Briefing
Constructing efficient aggregate signatures under standard assumptions without the random oracle model, especially with ordered properties, presents a core research problem. This paper proposes a new ordered multi-signature scheme with public-key aggregation, achieving security under the SXDH assumption and eliminating reliance on the random oracle model. This breakthrough significantly reduces storage and verification overhead for multi-party authenticated transactions, paving the way for more scalable and secure decentralized architectures.

Context
Prior to this research, aggregate signature schemes, while offering efficiency benefits by compressing multiple signatures, often relied on strong cryptographic assumptions or the heuristic random oracle model for their security proofs. This presented a theoretical limitation for their deployment in environments demanding rigorous security guarantees, particularly when verifying the specific order of signers was also a requirement.

Analysis
The paper introduces an ordered multi-signature scheme, a new cryptographic primitive building upon sequential aggregate signatures. This scheme fundamentally differs from previous approaches by incorporating a public-key aggregation property, which allows a list of multiple public keys to be compressed into a single, short aggregated key. The core mechanism involves a modification of existing sequential aggregate signature designs, ensuring that the order of signers can be verified while maintaining a compact signature size.
Crucially, its security is formally proven under the Symmetric External Diffie-Hellman (SXDH) assumption, operating within the standard model and thus avoiding the less rigorous random oracle model.

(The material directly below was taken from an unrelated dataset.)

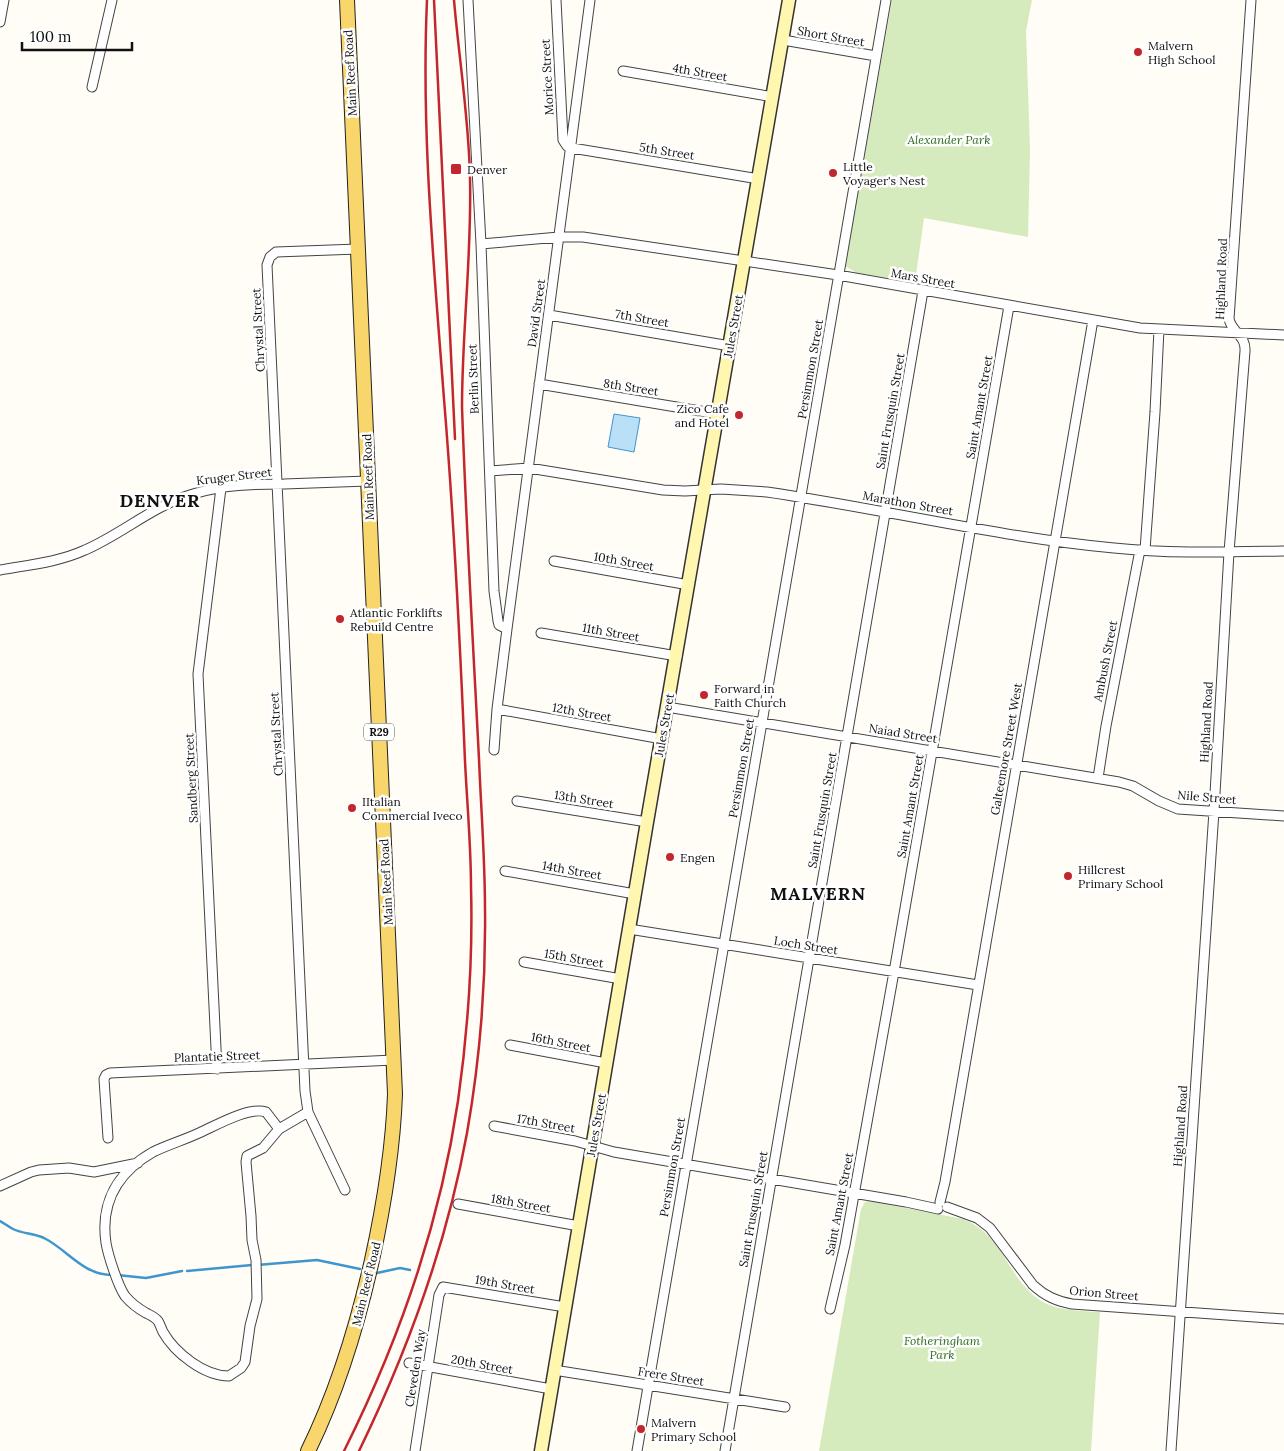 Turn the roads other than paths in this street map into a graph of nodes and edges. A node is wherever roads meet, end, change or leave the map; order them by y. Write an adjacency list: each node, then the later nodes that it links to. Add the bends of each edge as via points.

This ensures a higher level of cryptographic assurance for its practical deployment.

Parameters

Outlook
This research opens new avenues for highly efficient and cryptographically robust multi-party authentication in distributed systems. Future work will likely explore optimizing the scheme’s computational performance for real-world blockchain applications, potentially integrating it into light client protocols or cross-chain communication mechanisms where compact proofs are paramount. The theoretical framework established here could also inspire new constructions for other aggregate cryptographic primitives under standard assumptions, fostering a new generation of provably secure and scalable blockchain architectures within the next three to five years.

Verdict
This research decisively advances the foundational principles of cryptographic aggregation, delivering a provably secure and highly efficient ordered multi-signature scheme crucial for future scalable and trustless decentralized systems.